La partie 1 de ce reportage est à lire à cette adresse.

« Oppa, tu n’es pas du tout comme le personnage que tu incarnes dans le film, comment as-tu fais pour devenir quelqu’un d’aussi différent ? »

La demoiselle qui a posé la question laisse échapper un rire timide avant de rendre le micro au présentateur. En vingt minutes, c’est la troisième fois que la question est posée à Kim Jae Young. L’acteur coréen se tient debout sous l’écran où vient d’être projeté la première mondiale du film Derailed du coreen Lee Seong Tae.

Sur les chaises, des dizaines de fans se sont rassemblés au plus près de la scène. Elles agitent des éventails sur lesquels est imprimé le visage de Min Ho, l’acteur principal du film. Mais à cause de son emploi du temps, le célèbre membre du groupe de K-pop SHINEE n’a pas pu se rendre au festival de Busan pour présenter le film.
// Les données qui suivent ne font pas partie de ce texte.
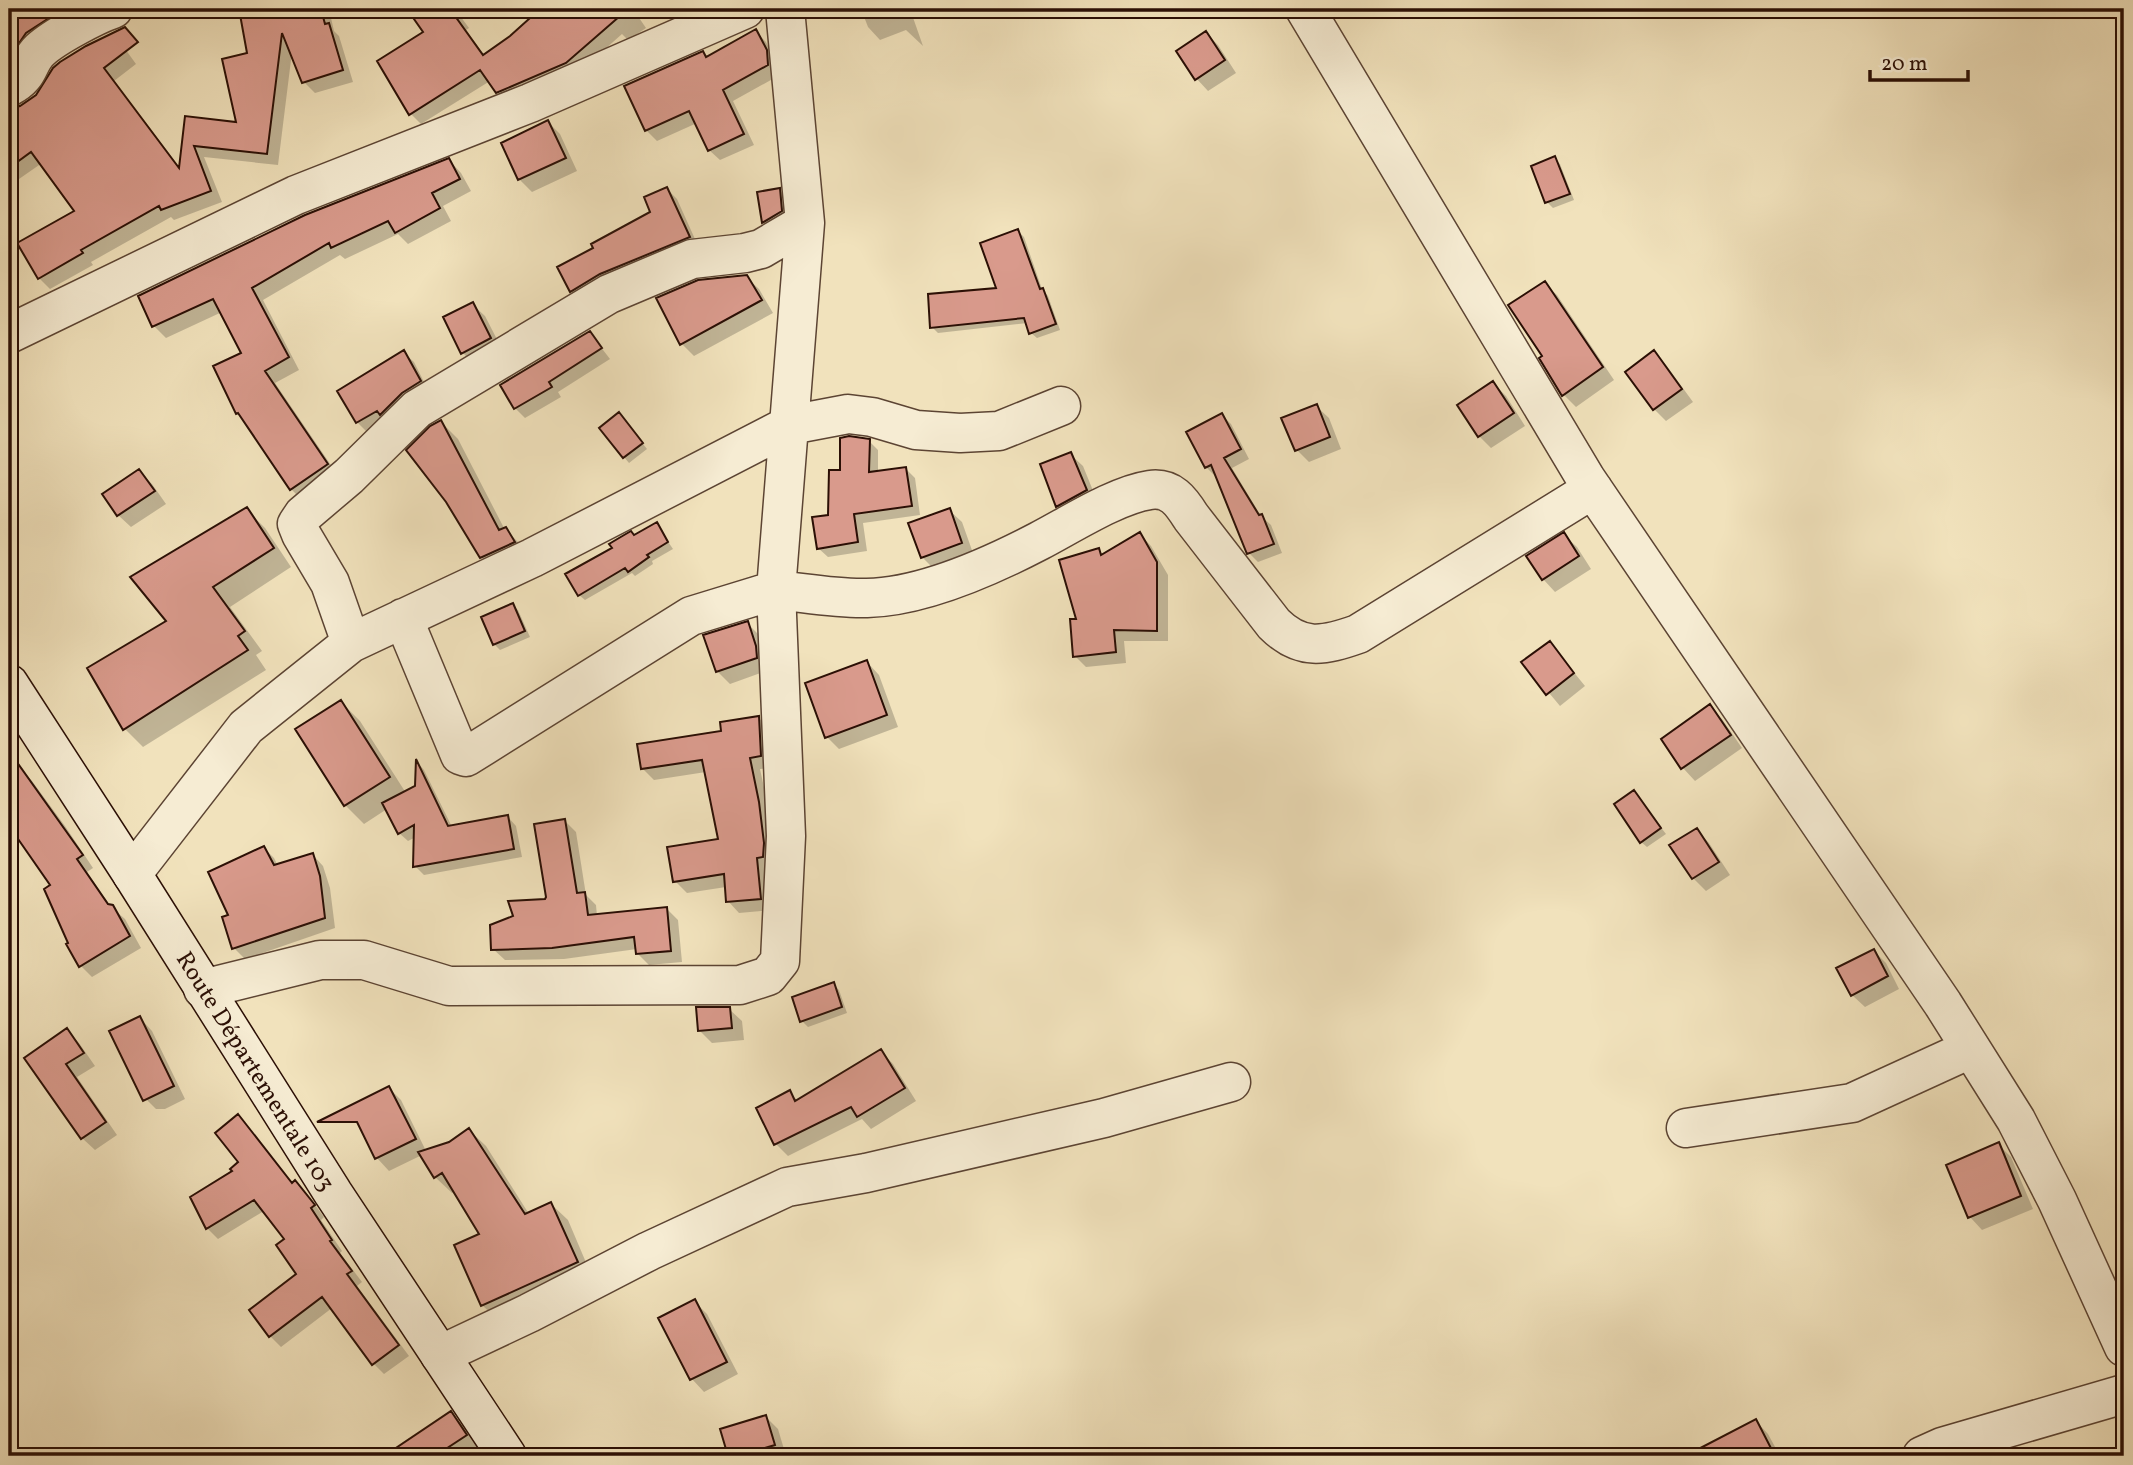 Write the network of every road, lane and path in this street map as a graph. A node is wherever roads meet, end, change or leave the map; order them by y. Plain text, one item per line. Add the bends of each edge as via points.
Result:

Pour les fans, difficile de réconcilier l’image ultra-cute de leur « oppa » avec la violence de son rôle

Héros dévoué a sa petite amie, il passe l’essentiel du film à se battre avec panache et à tout faire pour la sauver. Personne ne lui aurait posé cette question. En revanche, Kim Jae Youg incarnait un dangereux psychopathe, le « méchant » du film. Pour les fans, difficile de réconcilier l’image ultra-cute de leur « oppa » avec la violence de son rôle.

Les coréens utilisent très rarement leurs prénoms pour se désigner les uns les autres. Ils utilisent le nom de famille suivi en général du job ou de la place dans la famille. « Oppa » est donc difficile à traduire en français. L’usage classique est « grand-frère » mais les Coréennes l’utilisent aussi pour leur petit ami ou un ami proche s’il est plus âgé. Et dans le cas des stars, « tant qu’il est beau, c’est un oppa », dit l’adage.
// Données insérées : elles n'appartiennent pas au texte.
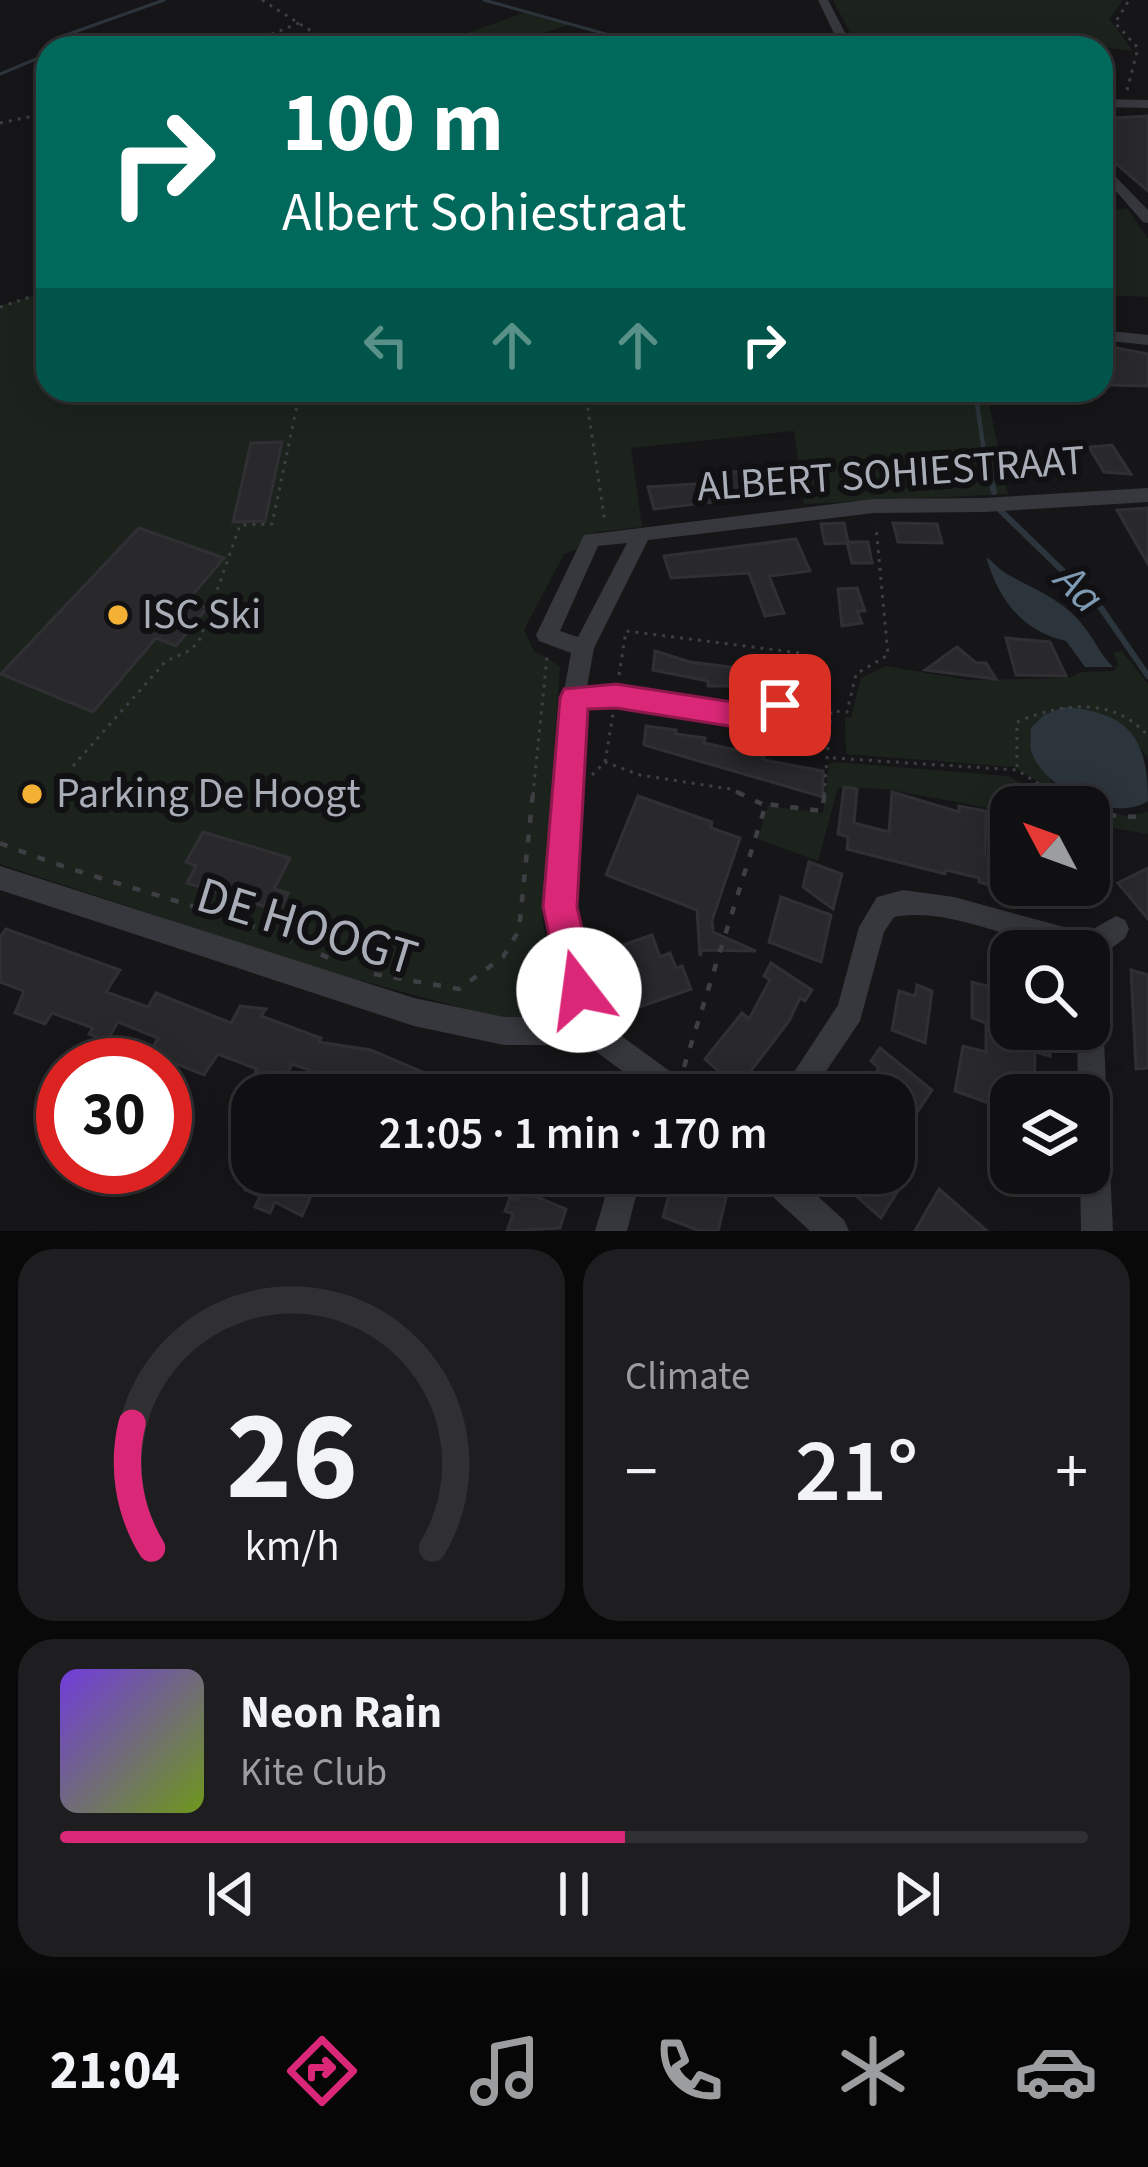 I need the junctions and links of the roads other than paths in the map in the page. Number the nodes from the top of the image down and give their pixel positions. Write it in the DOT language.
graph roads {
  1 [pos="824,0"];
  2 [pos="841,36"];
  3 [pos="1113,103"];
  4 [pos="1148,104"];
  5 [pos="1113,179"];
  6 [pos="1148,218"];
  7 [pos="1113,336"];
  8 [pos="1148,340"];
  9 [pos="1148,495"];
  10 [pos="628,538"];
  11 [pos="583,648"];
  12 [pos="574,698"];
  13 [pos="760,719"];
  14 [pos="0,878"];
  15 [pos="1116,928"];
  16 [pos="1007,930"];
  17 [pos="1110,934"];
  18 [pos="591,1031"];
  19 [pos="1092,1050"];
  20 [pos="646,1074"];
  21 [pos="807,1074"];
  22 [pos="621,1194"];
  23 [pos="793,1194"];
  24 [pos="611,1231"];
  25 [pos="833,1231"];
  26 [pos="1097,1231"];
  1 -- 2 [label="street"];
  3 -- 4 [label="street"];
  5 -- 6 [label="street"];
  7 -- 8 [label="street"];
  9 -- 10 [label="street, ALBERT SOHIESTRAAT"];
  10 -- 11 [label="street"];
  10 -- 11 [label="street"];
  11 -- 12 [label="street"];
  12 -- 13 [label="street"];
  12 -- 18 [label="street"];
  14 -- 18 [label="street, DE HOOGT"];
  15 -- 17 [label="street"];
  16 -- 21 [label="street"];
  18 -- 20 [label="street"];
  19 -- 26 [label="street"];
  22 -- 24 [label="street"];
  23 -- 25 [label="street"];
}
Le public est tres habitué a ce que leurs idoles ne sachent pas vraiment jouer. Dans les dramas (terme désignant les séries asiatiques), il arrive tres souvent que le casting soit fait pour des raisons marketing. Dans ce cas, c’est la popularité et le physique qui motivent les choix des producteurs plus que leur talent.  
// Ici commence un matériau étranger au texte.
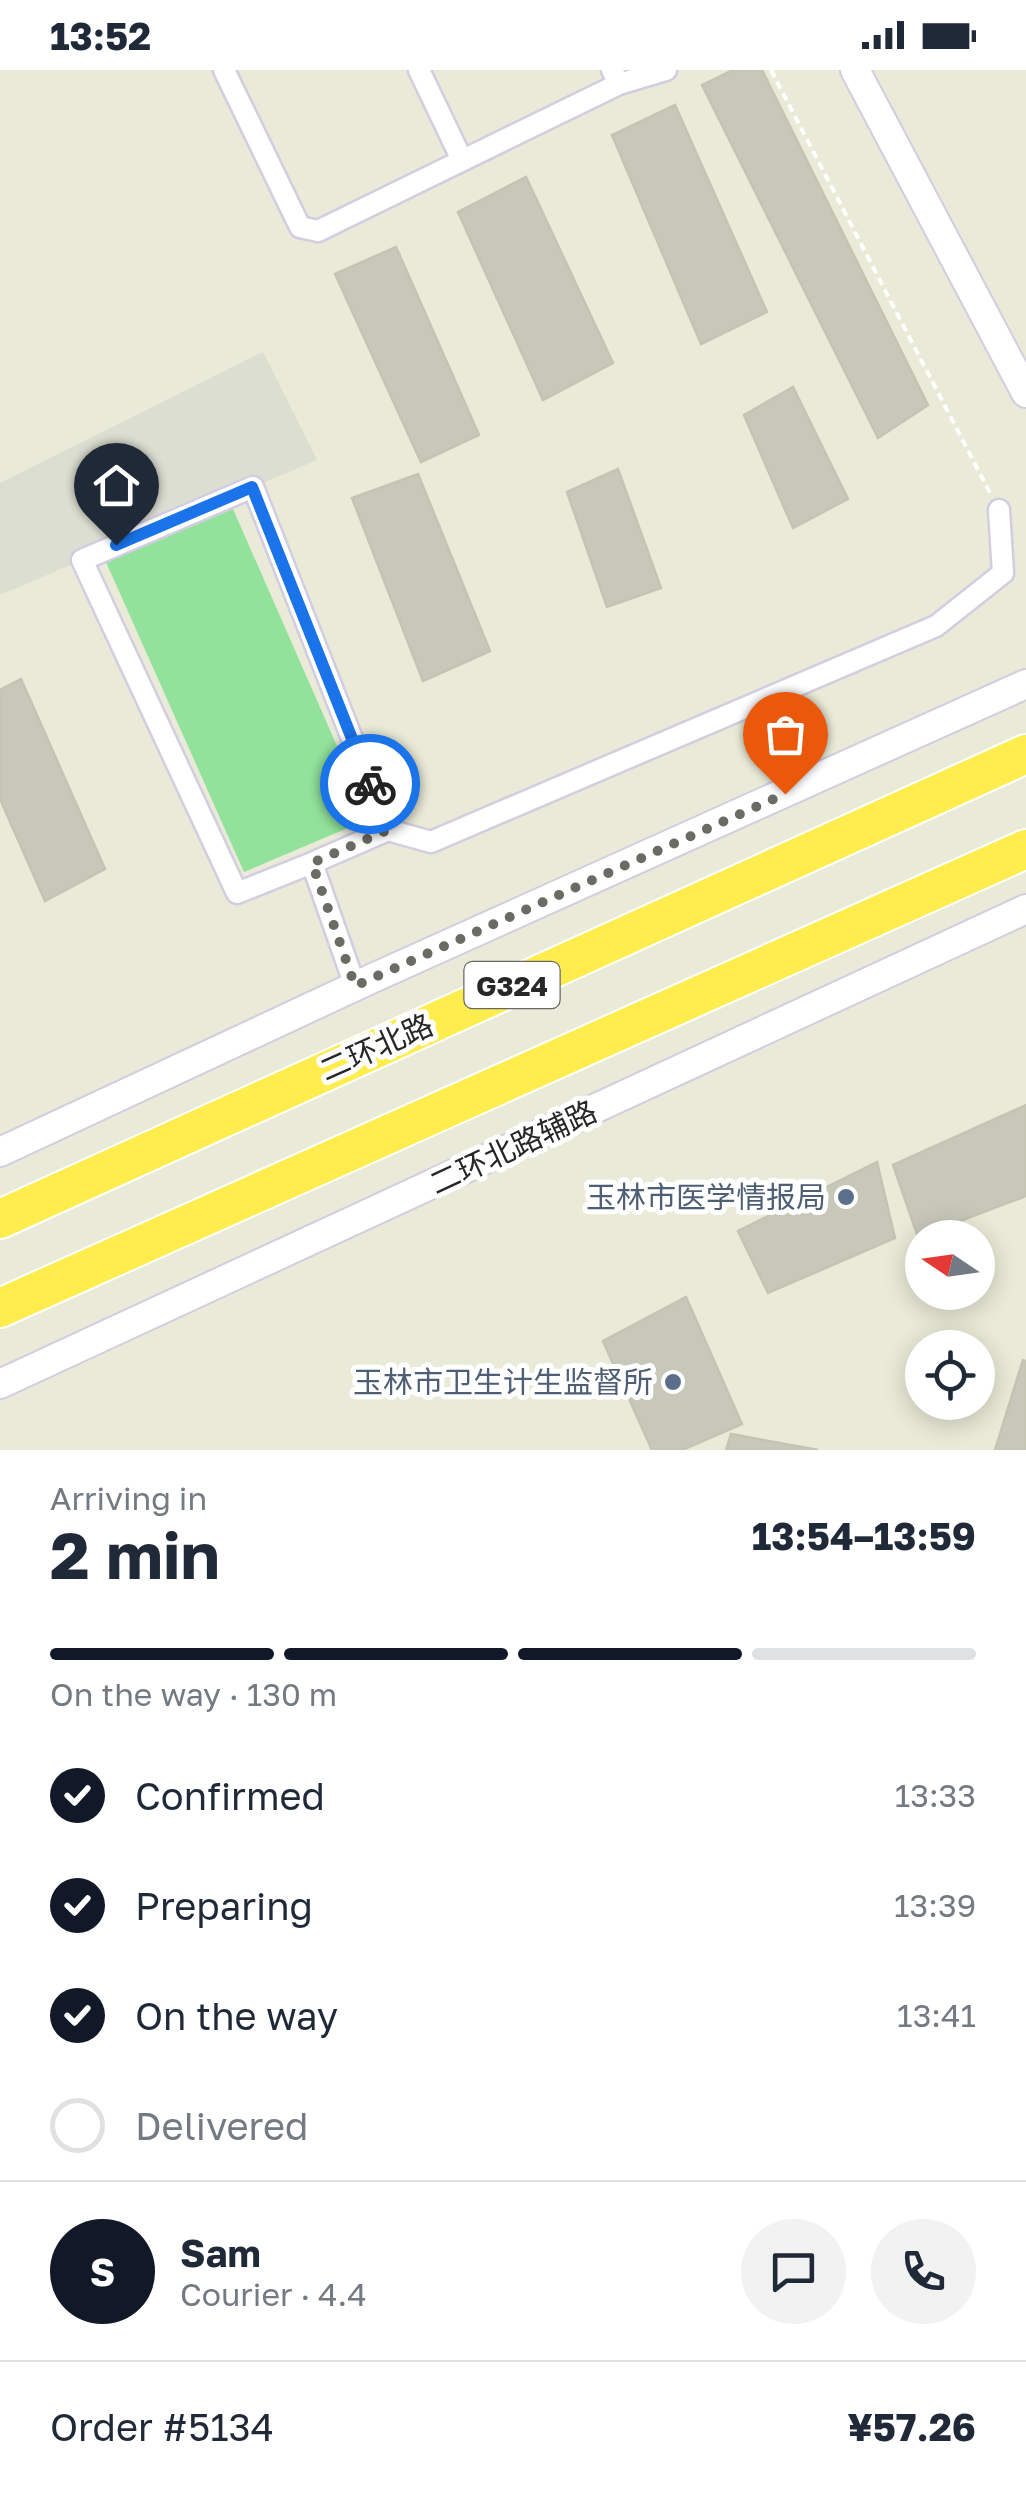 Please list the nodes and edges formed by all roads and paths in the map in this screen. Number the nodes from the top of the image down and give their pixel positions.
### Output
1 (224, 70) edge
2 (420, 70) edge
3 (666, 70) edge
4 (771, 70) edge
5 (855, 70) edge
6 (616, 77) edge
7 (462, 160) junction
8 (1026, 393) edge
9 (999, 510) joint
10 (1026, 684) edge
11 (1026, 754) edge
12 (388, 830) junction
13 (1026, 848) edge
14 (312, 863) junction
15 (1026, 909) edge
16 (355, 986) junction
17 (0, 1152) edge
18 (0, 1219) edge
19 (0, 1308) edge
20 (0, 1384) edge

1 - 7 street
2 - 7 street
3 - 6 street
4 - 9 path
5 - 8 street
6 - 7 street
9 - 12 street
10 - 16 street
11 - 18 highway, 二环北路 / G324
12 - 14 street
12 - 14 street
13 - 19 highway
14 - 16 street
15 - 20 street, 二环北路辅路
16 - 17 street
D’ailleurs, debout juste à côté de Kim Jae Young, Lee Yoo Jin n’arrête pas de plaisanter du contraste entre son rôle dans le film et l’image donnée par son agence. Le jeune homme y joue le meilleur ami du héros, un sidekick un peu simplet mais loyal. « Je ne suis pas aussi stupide dans la vraie vie, avertit Lee Yoo Jin bien droit dans son costume en tweed.  Vous avez aussi pu remarquer que me suis beaucoup fait tabasser dans le film… Je ne sais pas me battre. Du coup, je n’ai pas eu à jouer, ça m’est venu naturellement ! »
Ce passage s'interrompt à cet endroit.